What you should do -
Go through the records below and copy out every line holding "edges".

##### Data for this task #####

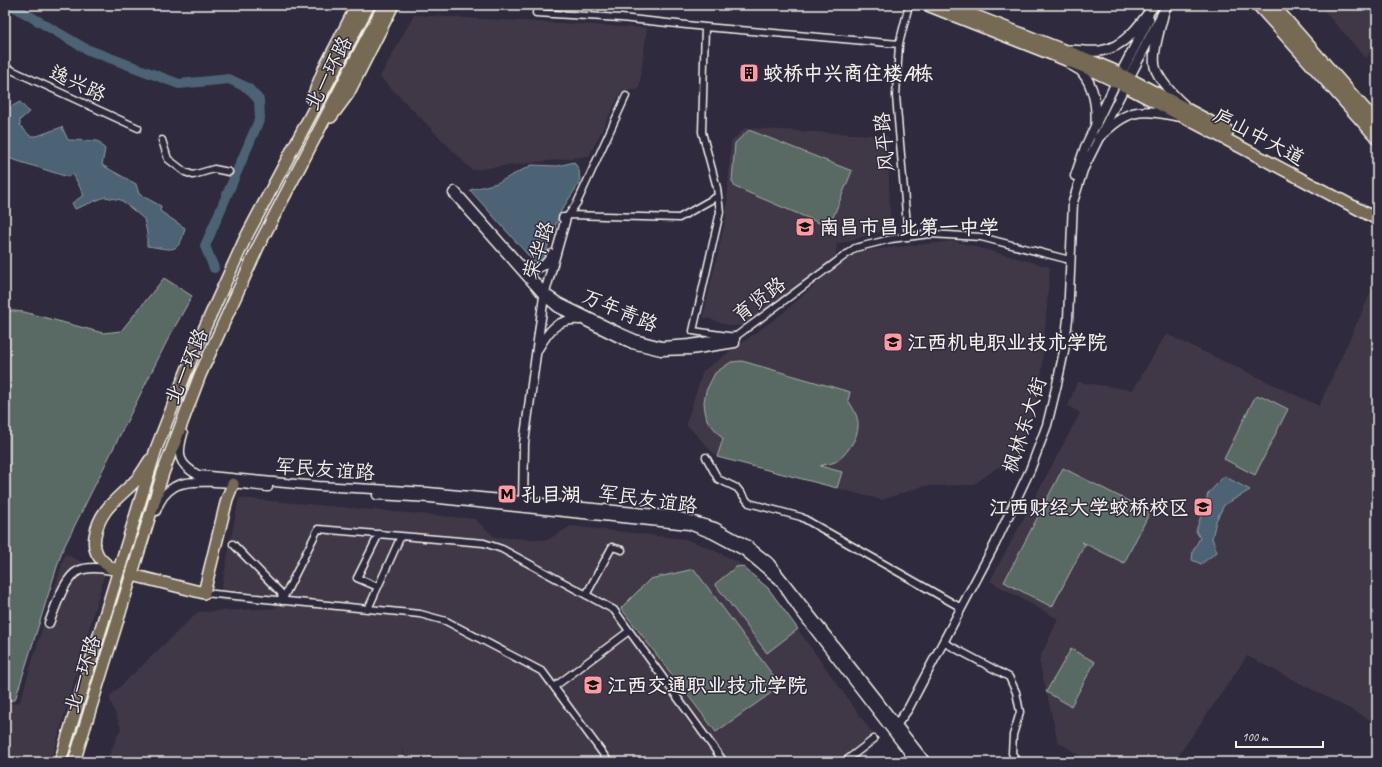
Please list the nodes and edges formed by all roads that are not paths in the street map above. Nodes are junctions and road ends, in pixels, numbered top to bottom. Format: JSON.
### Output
{"nodes":[{"id":1,"x":357,"y":5,"type":"edge"},
{"id":2,"x":369,"y":5,"type":"edge"},
{"id":3,"x":384,"y":5,"type":"edge"},
{"id":4,"x":394,"y":5,"type":"edge"},
{"id":5,"x":537,"y":5,"type":"edge"},
{"id":6,"x":909,"y":5,"type":"edge"},
{"id":7,"x":927,"y":5,"type":"edge"},
{"id":8,"x":948,"y":5,"type":"edge"},
{"id":9,"x":1155,"y":5,"type":"edge"},
{"id":10,"x":1258,"y":5,"type":"edge"},
{"id":11,"x":1273,"y":5,"type":"edge"},
{"id":12,"x":1166,"y":8,"type":"edge"},
{"id":13,"x":705,"y":27,"type":"junction"},
{"id":14,"x":899,"y":44,"type":"junction"},
{"id":15,"x":1061,"y":53,"type":"junction"},
{"id":16,"x":5,"y":67,"type":"edge"},
{"id":17,"x":1122,"y":80,"type":"junction"},
{"id":18,"x":626,"y":96,"type":"dead end"},
{"id":19,"x":1189,"y":115,"type":"junction"},
{"id":20,"x":1377,"y":123,"type":"edge"},
{"id":21,"x":1096,"y":124,"type":"junction"},
{"id":22,"x":138,"y":128,"type":"dead end"},
{"id":23,"x":1098,"y":138,"type":"junction"},
{"id":24,"x":1377,"y":138,"type":"edge"},
{"id":25,"x":162,"y":140,"type":"dead end"},
{"id":26,"x":311,"y":145,"type":"junction"},
{"id":27,"x":290,"y":153,"type":"junction"},
{"id":28,"x":229,"y":172,"type":"dead end"},
{"id":29,"x":718,"y":196,"type":"junction"},
{"id":30,"x":1377,"y":212,"type":"edge"},
{"id":31,"x":567,"y":216,"type":"junction"},
{"id":32,"x":1377,"y":219,"type":"edge"},
{"id":33,"x":908,"y":237,"type":"junction"},
{"id":34,"x":553,"y":253,"type":"junction"},
{"id":35,"x":1066,"y":259,"type":"junction"},
{"id":36,"x":520,"y":265,"type":"junction"},
{"id":37,"x":543,"y":293,"type":"junction"},
{"id":38,"x":583,"y":321,"type":"junction"},
{"id":39,"x":735,"y":337,"type":"junction"},
{"id":40,"x":537,"y":351,"type":"junction"},
{"id":41,"x":200,"y":375,"type":"junction"},
{"id":42,"x":156,"y":449,"type":"junction"},
{"id":43,"x":706,"y":457,"type":"dead end"},
{"id":44,"x":234,"y":481,"type":"junction"},
{"id":45,"x":520,"y":504,"type":"junction"},
{"id":46,"x":379,"y":534,"type":"junction"},
{"id":47,"x":401,"y":536,"type":"junction"},
{"id":48,"x":233,"y":544,"type":"dead end"},
{"id":49,"x":622,"y":550,"type":"dead end"},
{"id":50,"x":136,"y":559,"type":"junction"},
{"id":51,"x":115,"y":570,"type":"joint"},
{"id":52,"x":136,"y":576,"type":"dead end"},
{"id":53,"x":378,"y":587,"type":"junction"},
{"id":54,"x":204,"y":593,"type":"junction"},
{"id":55,"x":586,"y":595,"type":"junction"},
{"id":56,"x":282,"y":601,"type":"junction"},
{"id":57,"x":958,"y":606,"type":"junction"},
{"id":58,"x":368,"y":609,"type":"junction"},
{"id":59,"x":50,"y":623,"type":"dead end"},
{"id":60,"x":629,"y":631,"type":"junction"},
{"id":61,"x":943,"y":642,"type":"junction"},
{"id":62,"x":554,"y":687,"type":"junction"},
{"id":63,"x":893,"y":725,"type":"junction"},
{"id":64,"x":874,"y":739,"type":"dead end"},
{"id":65,"x":60,"y":762,"type":"edge"},
{"id":66,"x":74,"y":762,"type":"edge"},
{"id":67,"x":609,"y":762,"type":"edge"},
{"id":68,"x":724,"y":762,"type":"edge"},
{"id":69,"x":844,"y":762,"type":"edge"},
{"id":70,"x":916,"y":762,"type":"edge"},
{"id":71,"x":926,"y":762,"type":"edge"},
{"id":72,"x":1017,"y":762,"type":"edge"}],
"edges":[{"from":1,"to":27,"type":"highway"},
{"from":2,"to":27,"type":"highway"},
{"from":3,"to":26,"type":"highway","name":"北一环路"},
{"from":4,"to":26,"type":"highway"},
{"from":5,"to":13,"type":"street"},
{"from":6,"to":14,"type":"street","name":"风平路"},
{"from":7,"to":15,"type":"highway"},
{"from":8,"to":15,"type":"highway"},
{"from":9,"to":15,"type":"main road"},
{"from":9,"to":17,"type":"main road"},
{"from":10,"to":24,"type":"highway"},
{"from":11,"to":20,"type":"highway"},
{"from":12,"to":17,"type":"main road"},
{"from":12,"to":19,"type":"main road"},
{"from":13,"to":14,"type":"street"},
{"from":13,"to":29,"type":"street","name":"育贤路"},
{"from":14,"to":33,"type":"street","name":"风平路"},
{"from":15,"to":17,"type":"highway","name":"庐山中大道"},
{"from":15,"to":21,"type":"main road"},
{"from":16,"to":22,"type":"street","name":"逸兴路"},
{"from":17,"to":19,"type":"highway","name":"庐山中大道"},
{"from":17,"to":21,"type":"street","name":"枫林东大街"},
{"from":17,"to":23,"type":"street","name":"枫林东大街"},
{"from":18,"to":31,"type":"street"},
{"from":19,"to":23,"type":"main road"},
{"from":19,"to":30,"type":"highway","name":"庐山中大道"},
{"from":19,"to":32,"type":"highway","name":"庐山中大道"},
{"from":21,"to":35,"type":"street","name":"枫林东大街"},
{"from":23,"to":61,"type":"street","name":"枫林东大街"},
{"from":25,"to":28,"type":"street"},
{"from":26,"to":41,"type":"highway","name":"北一环路"},
{"from":27,"to":42,"type":"highway","name":"北一环路"},
{"from":29,"to":31,"type":"street"},
{"from":29,"to":39,"type":"street","name":"育贤路"},
{"from":31,"to":34,"type":"street","name":"荣华路"},
{"from":31,"to":37,"type":"street","name":"荣华路"},
{"from":33,"to":35,"type":"street","name":"育贤路"},
{"from":33,"to":39,"type":"street","name":"育贤路"},
{"from":34,"to":36,"type":"street"},
{"from":34,"to":37,"type":"street","name":"荣华路"},
{"from":35,"to":57,"type":"street","name":"枫林东大街"},
{"from":36,"to":37,"type":"street","name":"万年青路"},
{"from":36,"to":37,"type":"street","name":"万年青路"},
{"from":37,"to":38,"type":"street","name":"万年青路"},
{"from":37,"to":39,"type":"street","name":"万年青路"},
{"from":37,"to":40,"type":"street","name":"荣华路"},
{"from":37,"to":45,"type":"street","name":"荣华路"},
{"from":38,"to":39,"type":"street","name":"万年青路"},
{"from":38,"to":40,"type":"street"},
{"from":40,"to":45,"type":"street","name":"荣华路"},
{"from":41,"to":44,"type":"street"},
{"from":41,"to":50,"type":"highway","name":"北一环路"},
{"from":42,"to":51,"type":"highway"},
{"from":42,"to":65,"type":"highway","name":"北一环路"},
{"from":43,"to":57,"type":"street"},
{"from":44,"to":45,"type":"street","name":"军民友谊路"},
{"from":44,"to":50,"type":"street"},
{"from":44,"to":54,"type":"highway"},
{"from":45,"to":63,"type":"street","name":"军民友谊路"},
{"from":46,"to":47,"type":"street"},
{"from":46,"to":53,"type":"street"},
{"from":46,"to":56,"type":"street"},
{"from":47,"to":53,"type":"street"},
{"from":47,"to":55,"type":"street"},
{"from":48,"to":56,"type":"street"},
{"from":49,"to":55,"type":"street"},
{"from":50,"to":66,"type":"highway","name":"北一环路"},
{"from":51,"to":59,"type":"street"},
{"from":52,"to":54,"type":"highway"},
{"from":53,"to":58,"type":"street"},
{"from":54,"to":56,"type":"street"},
{"from":55,"to":60,"type":"street"},
{"from":56,"to":58,"type":"street"},
{"from":57,"to":63,"type":"street","name":"枫林东大街"},
{"from":58,"to":62,"type":"street"},
{"from":60,"to":62,"type":"street"},
{"from":60,"to":68,"type":"street"},
{"from":61,"to":63,"type":"street","name":"枫林东大街"},
{"from":61,"to":72,"type":"street"},
{"from":62,"to":67,"type":"street"},
{"from":63,"to":70,"type":"street","name":"军民友谊路"},
{"from":63,"to":71,"type":"street","name":"军民友谊路"},
{"from":64,"to":69,"type":"street"}]}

#####

Exercise solution -
Please list the nodes and edges formed by all roads that are not paths in the street map above. Nodes are junctions and road ends, in pixels, numbered top to bottom. Format: JSON.
"edges":[{"from":1,"to":27,"type":"highway"},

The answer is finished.